RECORDS FOR THIS EXERCISE:
⟨

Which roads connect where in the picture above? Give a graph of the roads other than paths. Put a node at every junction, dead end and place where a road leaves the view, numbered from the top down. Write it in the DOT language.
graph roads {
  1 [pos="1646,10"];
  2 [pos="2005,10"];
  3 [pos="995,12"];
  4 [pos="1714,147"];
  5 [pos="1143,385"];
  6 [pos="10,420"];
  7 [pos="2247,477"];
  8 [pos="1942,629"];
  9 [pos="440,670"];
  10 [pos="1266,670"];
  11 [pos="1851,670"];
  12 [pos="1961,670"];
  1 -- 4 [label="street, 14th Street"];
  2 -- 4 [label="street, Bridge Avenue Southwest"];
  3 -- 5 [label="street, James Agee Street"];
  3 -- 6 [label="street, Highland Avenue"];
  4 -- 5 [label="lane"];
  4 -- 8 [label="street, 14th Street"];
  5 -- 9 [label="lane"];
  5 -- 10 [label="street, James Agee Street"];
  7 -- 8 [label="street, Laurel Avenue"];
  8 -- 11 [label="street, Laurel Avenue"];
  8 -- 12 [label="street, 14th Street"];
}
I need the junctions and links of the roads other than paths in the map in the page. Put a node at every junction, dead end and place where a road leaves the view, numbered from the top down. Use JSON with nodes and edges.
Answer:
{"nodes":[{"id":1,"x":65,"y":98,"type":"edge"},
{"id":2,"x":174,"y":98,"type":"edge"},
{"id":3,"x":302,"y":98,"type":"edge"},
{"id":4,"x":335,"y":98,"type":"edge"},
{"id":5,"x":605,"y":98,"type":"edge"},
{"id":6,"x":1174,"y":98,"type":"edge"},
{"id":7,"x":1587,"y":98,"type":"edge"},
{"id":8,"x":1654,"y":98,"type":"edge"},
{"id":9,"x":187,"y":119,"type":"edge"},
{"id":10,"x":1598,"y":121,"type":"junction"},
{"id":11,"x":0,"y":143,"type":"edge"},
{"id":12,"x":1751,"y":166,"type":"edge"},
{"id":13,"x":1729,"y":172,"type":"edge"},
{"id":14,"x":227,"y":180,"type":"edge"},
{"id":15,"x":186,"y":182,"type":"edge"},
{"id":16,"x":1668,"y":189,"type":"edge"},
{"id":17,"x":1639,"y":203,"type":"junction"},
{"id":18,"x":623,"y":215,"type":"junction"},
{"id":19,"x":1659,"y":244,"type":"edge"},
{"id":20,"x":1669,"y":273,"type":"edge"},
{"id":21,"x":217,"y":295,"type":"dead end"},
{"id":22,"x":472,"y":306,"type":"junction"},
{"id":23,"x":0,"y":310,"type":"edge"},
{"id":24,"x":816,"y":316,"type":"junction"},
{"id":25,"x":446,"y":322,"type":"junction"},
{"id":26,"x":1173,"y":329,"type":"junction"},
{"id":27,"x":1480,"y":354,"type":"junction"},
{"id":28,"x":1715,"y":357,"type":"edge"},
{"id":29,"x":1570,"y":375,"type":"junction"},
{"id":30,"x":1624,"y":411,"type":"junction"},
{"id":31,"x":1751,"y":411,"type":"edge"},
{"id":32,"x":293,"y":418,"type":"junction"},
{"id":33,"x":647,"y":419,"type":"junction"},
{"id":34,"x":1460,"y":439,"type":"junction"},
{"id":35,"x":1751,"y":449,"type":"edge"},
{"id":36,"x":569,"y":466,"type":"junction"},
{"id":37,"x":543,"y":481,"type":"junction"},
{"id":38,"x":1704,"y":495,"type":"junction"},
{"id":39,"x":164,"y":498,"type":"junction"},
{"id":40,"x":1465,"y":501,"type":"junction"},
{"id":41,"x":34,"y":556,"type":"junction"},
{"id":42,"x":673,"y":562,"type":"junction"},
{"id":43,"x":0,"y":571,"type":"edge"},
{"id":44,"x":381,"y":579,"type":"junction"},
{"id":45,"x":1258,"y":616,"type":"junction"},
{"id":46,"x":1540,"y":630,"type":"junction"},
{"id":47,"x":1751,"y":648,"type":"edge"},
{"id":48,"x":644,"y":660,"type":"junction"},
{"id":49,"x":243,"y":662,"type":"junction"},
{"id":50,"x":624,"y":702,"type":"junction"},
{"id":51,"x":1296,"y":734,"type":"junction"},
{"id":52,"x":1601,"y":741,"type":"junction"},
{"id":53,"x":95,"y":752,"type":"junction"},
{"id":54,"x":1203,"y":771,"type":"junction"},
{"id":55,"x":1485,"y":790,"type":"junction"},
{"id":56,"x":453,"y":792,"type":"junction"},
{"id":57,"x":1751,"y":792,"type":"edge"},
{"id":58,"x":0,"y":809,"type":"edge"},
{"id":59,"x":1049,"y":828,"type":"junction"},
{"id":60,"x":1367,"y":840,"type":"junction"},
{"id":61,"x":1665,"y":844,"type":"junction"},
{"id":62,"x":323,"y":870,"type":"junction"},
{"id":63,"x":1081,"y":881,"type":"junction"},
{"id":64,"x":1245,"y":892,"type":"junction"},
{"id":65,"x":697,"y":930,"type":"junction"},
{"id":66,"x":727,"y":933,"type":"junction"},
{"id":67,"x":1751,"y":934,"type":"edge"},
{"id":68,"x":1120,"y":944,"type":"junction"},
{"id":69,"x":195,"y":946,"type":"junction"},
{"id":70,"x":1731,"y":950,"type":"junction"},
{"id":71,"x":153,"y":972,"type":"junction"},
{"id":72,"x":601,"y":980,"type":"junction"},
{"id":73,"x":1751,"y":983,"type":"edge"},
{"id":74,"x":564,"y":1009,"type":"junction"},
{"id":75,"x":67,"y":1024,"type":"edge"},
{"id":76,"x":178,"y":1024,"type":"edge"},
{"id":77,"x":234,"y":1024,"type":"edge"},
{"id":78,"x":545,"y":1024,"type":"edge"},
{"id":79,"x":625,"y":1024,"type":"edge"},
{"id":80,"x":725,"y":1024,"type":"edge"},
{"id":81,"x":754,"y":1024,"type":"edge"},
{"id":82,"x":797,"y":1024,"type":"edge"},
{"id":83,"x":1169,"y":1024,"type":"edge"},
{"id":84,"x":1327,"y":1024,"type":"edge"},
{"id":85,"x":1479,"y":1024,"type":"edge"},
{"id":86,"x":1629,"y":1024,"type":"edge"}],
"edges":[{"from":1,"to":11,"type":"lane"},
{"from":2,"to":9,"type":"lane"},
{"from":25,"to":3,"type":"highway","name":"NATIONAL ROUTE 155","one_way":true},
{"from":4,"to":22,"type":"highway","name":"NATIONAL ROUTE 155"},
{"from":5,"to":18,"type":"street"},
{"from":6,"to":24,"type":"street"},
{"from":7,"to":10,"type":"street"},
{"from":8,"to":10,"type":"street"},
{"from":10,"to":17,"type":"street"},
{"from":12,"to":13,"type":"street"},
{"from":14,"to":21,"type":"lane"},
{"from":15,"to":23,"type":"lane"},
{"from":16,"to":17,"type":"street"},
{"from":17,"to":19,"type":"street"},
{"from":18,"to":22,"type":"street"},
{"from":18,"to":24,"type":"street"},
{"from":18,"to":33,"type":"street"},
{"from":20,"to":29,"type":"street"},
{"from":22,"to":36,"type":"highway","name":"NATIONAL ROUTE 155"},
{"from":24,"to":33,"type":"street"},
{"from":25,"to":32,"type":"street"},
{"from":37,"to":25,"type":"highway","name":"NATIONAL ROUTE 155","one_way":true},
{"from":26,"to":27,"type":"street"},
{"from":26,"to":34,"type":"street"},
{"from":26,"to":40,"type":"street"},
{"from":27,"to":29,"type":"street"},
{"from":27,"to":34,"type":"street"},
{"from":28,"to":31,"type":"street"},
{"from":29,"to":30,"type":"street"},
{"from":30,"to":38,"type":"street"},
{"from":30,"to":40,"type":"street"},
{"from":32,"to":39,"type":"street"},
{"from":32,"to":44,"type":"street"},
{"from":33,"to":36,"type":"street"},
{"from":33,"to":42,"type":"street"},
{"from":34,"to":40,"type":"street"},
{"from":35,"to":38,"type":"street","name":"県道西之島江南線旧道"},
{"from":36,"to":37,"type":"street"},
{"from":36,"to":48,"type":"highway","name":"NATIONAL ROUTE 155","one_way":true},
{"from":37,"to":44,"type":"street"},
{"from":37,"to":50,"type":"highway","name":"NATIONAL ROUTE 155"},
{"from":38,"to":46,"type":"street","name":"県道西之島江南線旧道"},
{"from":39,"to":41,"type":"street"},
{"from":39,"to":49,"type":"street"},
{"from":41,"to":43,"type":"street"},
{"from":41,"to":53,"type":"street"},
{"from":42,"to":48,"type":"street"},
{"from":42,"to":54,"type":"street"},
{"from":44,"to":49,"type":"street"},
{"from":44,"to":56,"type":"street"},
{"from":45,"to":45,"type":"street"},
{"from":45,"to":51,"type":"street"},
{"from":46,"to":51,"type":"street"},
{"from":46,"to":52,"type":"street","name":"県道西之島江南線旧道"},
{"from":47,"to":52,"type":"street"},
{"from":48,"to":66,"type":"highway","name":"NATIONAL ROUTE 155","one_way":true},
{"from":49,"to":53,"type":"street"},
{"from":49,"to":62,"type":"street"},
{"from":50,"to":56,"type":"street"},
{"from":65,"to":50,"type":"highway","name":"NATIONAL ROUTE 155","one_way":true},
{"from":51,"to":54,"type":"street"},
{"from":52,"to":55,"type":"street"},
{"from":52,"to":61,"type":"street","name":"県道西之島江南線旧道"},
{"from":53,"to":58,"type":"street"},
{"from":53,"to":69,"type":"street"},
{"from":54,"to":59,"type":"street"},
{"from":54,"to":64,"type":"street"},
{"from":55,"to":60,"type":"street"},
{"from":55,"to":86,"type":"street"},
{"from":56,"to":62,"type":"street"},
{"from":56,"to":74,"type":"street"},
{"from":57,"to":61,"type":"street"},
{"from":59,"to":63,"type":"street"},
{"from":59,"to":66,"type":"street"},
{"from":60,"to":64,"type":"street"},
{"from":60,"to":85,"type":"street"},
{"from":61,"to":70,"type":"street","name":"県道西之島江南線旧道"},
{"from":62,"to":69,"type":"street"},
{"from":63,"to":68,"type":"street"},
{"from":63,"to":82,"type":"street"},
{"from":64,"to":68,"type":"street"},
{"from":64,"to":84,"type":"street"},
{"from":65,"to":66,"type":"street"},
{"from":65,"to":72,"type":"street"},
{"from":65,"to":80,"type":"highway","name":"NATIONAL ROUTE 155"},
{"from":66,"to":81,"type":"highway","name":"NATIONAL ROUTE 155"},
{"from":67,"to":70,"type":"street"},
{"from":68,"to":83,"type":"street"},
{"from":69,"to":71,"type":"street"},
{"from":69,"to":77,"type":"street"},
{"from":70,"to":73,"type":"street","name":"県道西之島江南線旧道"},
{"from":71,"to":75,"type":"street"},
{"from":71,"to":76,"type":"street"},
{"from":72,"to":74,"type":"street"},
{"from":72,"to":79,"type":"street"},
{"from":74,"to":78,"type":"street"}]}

⟩

WORK TASK: If the word "Laurel" is on a line above, return that line.

THE COMPLETED TASK:
  7 -- 8 [label="street, Laurel Avenue"];
  8 -- 11 [label="street, Laurel Avenue"];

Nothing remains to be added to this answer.